Goal: learn 300 features by 10000 words vocabulares embedding matrix( 300 x 10000).

  • Intialize E randomly and use gradient descent to learn all the parameter in E.
  • \(E * o_j = e_j\) , \(o_j\) is one-hot vector and \(e_j\) is embedding vector
  • In practice, not use matrix multiplication (\(E * o_j = e_j\) ) to get embedding vector,not efficient, 用just lookup word emdding matrix column e
  • e.g.
\[\underbrace{E}_{\text{300 x 10k}} * \underbrace{O_{6257}}_{\text{10k x 1}} = \underbrace{\begin{bmatrix} e_{1, 6257} * 1\\ e_{2, 6257} * 1 \\ \vdots \\ e_{300, 6257} * 1 \end{bmatrix}}_{\text{300 x 1}} = e_{6257} \text{ embedding vector for 6257-th word}\]

Learn Word Embeddings

Fixed window: 比如I want a glass of orange ___ , e.g. fixed window size = 4

  1. 预测是juice,代入前四个words, a glass of orange 的 one-hot vector
  2. lookup get 300 dimension embedded vector (e.g \(e_{4343}, e_{9665}\)) from embedding-matrix (\(E\): is the same for all training examples)
  3. Then feed those Embedding vectors to a neural network and then feed to a softmax which output 10k output.
  4. can use backprop to perform gradient descent to maximize likelihood of training set
  5. repeatedly predict nxt word given four words in a sequence in text corpus

Advantage: can deal with arbitrary long 句子,因为input size is fixed

  • it can learn similar embedding for orange and apple
\[\underbrace{O_{4343}}_{\text{One Hot vector, 10k dimension}} -> \underbrace{E}_{\text{Embedding matrix}} = \underbrace{e_{4343}}_{\text{Embedding Vector, 300 dimension}}\]
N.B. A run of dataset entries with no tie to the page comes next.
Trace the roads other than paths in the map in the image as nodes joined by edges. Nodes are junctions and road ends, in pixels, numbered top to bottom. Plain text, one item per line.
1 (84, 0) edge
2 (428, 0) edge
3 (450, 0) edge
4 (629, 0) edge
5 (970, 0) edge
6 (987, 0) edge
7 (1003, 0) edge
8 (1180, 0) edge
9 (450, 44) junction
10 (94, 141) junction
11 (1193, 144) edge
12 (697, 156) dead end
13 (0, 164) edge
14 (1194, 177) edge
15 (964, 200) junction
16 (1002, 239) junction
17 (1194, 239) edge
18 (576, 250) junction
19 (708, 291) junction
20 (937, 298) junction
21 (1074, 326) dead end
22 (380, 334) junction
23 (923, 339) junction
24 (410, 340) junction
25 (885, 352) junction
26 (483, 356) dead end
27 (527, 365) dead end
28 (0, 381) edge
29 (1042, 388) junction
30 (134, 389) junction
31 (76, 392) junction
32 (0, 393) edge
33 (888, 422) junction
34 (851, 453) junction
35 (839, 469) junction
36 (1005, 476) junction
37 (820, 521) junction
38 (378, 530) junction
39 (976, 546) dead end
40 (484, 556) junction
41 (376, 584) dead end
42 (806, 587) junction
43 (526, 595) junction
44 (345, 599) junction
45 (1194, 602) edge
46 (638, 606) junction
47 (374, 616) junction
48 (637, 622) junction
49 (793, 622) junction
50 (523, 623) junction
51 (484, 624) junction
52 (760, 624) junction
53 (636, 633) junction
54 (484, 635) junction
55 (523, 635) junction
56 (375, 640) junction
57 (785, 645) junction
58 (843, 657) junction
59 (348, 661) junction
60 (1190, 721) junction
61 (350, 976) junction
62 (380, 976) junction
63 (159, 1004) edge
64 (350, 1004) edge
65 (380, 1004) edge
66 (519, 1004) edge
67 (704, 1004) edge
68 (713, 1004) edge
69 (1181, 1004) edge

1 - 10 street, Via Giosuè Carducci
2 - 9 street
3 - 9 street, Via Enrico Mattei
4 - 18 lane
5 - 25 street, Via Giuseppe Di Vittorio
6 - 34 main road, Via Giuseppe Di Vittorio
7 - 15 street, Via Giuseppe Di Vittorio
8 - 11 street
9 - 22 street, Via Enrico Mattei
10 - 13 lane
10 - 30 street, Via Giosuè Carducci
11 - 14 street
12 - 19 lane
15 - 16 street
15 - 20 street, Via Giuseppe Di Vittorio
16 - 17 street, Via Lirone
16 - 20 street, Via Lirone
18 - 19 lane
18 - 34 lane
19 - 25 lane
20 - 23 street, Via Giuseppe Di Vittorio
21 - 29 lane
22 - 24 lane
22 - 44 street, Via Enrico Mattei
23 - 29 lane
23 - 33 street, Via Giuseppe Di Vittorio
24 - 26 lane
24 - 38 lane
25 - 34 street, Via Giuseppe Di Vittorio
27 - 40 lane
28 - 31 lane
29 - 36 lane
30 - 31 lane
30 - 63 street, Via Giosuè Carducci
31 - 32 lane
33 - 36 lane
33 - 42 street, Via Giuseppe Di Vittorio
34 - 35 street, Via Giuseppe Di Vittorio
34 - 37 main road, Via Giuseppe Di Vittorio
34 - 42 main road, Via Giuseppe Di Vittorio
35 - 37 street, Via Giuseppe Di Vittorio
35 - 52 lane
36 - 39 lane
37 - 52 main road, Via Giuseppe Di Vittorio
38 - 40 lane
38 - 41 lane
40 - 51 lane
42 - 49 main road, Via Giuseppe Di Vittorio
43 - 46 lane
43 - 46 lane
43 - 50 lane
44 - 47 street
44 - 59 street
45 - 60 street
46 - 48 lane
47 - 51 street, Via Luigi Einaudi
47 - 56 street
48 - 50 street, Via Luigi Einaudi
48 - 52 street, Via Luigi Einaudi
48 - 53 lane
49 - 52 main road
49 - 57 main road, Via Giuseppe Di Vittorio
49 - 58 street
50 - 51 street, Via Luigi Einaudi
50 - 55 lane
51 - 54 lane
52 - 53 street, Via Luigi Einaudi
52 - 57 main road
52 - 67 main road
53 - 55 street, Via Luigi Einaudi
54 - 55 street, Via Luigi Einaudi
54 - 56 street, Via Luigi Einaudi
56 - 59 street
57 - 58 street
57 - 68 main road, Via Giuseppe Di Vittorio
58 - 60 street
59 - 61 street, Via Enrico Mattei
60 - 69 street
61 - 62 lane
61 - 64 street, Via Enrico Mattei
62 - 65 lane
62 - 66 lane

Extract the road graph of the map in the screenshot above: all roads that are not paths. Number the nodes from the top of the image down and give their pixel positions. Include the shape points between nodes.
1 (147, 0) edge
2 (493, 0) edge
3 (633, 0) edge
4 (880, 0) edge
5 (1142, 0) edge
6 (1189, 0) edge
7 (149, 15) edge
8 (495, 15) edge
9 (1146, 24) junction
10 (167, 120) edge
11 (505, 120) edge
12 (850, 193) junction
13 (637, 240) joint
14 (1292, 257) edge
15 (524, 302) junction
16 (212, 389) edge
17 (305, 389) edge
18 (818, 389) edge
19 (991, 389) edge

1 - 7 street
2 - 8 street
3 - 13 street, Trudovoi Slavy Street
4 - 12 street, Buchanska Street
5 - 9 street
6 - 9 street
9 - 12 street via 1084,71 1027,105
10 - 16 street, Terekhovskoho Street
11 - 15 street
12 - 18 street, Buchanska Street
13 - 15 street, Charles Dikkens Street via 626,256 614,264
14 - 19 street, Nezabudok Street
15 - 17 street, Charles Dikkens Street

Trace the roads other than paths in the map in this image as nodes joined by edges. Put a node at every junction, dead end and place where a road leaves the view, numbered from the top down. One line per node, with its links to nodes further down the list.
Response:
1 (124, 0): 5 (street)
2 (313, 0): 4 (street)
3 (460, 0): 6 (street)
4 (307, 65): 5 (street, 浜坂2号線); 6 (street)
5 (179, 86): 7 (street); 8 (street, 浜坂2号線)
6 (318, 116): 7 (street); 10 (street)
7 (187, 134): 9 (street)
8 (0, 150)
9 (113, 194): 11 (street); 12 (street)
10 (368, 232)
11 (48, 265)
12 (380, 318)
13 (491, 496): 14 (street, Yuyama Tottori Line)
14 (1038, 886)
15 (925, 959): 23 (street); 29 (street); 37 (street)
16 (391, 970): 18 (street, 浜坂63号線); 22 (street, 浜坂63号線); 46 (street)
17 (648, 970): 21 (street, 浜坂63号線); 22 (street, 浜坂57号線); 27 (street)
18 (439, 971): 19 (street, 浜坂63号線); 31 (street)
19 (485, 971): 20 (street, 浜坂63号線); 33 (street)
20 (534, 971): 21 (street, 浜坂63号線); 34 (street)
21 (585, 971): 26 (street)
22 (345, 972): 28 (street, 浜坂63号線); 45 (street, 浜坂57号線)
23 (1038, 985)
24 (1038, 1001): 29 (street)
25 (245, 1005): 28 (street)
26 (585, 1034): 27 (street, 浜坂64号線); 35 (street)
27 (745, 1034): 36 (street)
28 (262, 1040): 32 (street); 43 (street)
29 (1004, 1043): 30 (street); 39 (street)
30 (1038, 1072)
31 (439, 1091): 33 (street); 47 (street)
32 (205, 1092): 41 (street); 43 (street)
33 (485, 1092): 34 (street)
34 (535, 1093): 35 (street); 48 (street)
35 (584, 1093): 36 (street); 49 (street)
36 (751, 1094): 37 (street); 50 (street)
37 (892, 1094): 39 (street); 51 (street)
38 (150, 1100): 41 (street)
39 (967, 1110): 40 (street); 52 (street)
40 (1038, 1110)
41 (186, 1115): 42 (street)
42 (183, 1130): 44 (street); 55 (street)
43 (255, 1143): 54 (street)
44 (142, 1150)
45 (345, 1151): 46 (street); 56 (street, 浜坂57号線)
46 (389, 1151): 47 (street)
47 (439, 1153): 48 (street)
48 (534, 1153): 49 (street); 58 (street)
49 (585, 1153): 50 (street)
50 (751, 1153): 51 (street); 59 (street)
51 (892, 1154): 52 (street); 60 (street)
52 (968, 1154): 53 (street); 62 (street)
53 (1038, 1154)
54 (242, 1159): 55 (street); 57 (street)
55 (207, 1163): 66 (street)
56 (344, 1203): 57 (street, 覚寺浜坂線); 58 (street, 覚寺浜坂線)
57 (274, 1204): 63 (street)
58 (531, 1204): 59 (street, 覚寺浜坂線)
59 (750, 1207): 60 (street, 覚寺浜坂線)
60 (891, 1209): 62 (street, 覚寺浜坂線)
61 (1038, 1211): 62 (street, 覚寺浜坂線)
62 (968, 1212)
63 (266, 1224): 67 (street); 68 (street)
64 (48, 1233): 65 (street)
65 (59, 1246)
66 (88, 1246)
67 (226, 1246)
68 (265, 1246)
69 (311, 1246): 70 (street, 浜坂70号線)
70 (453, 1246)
Ohter Context / target pairs:

  1. Input: 4 Words on left & right. predict: word in middle
\[\text{I want } \underbrace{\text{a glass of orange }}_{\color{fuchsia}{context}} \underbrace{\text{ juice }}_{\color{red}{target}} \underbrace{\text{ to go along }}_{\color{fuchsia}{context}} \text{with my cereal}\]
  1. Input: Last One word. predict: next word
\[\text{I want a glass of} \underbrace{\text{ orange }}_{\color{fuchsia}{context}} \underbrace{\text{ juice }}_{\color{red}{target}} \text{ to go along with my cereal}\]
  1. Nearby one word: Input: saw the word “glass”, Predict: then there’s another words somewhere close to “glass“(an example Skip Grams, it works remarkably well)
\[\text{I want a} \underbrace{\text{glass}}_{\color{fuchsia}{context}} \text{ orange juice to go along with my cereal}\]

Word2Vec Skip-grams

比如句子: I want a glass of orange juice to go along with my cereal;

  • 先 pick context word e.g. orange,
  • Then randomly pick another word within some window as target word 比如context word前后的5个或者10个词;
    • e.g 1. context: orange -> target: juice;
    • e.g 2. context: orange -> target: glass;
    • e.g 3. context: orange -> target: my;
  • Not a easy learning problem, because too many different words can be chosen within windows
  • Goal: Not to do well on the supervised learning (predict target from context). Instead using learning problem to learn a good embedding.
  • Supervised learning: Learning the mapping from content C (e.g. orange (word index 6257) ) to target t (e.g. juice (word index 4834) )

Model:

\[\require{AMScd} \begin{CD} \underbrace{O_c}_{\text{ one hot vector}} @>>> \underbrace{E}_{\text{embedding matrix}} @>>> \underbrace{e_c}_{\text{embeding vector}} @>>> softmax @>>> \hat y \end{CD}\]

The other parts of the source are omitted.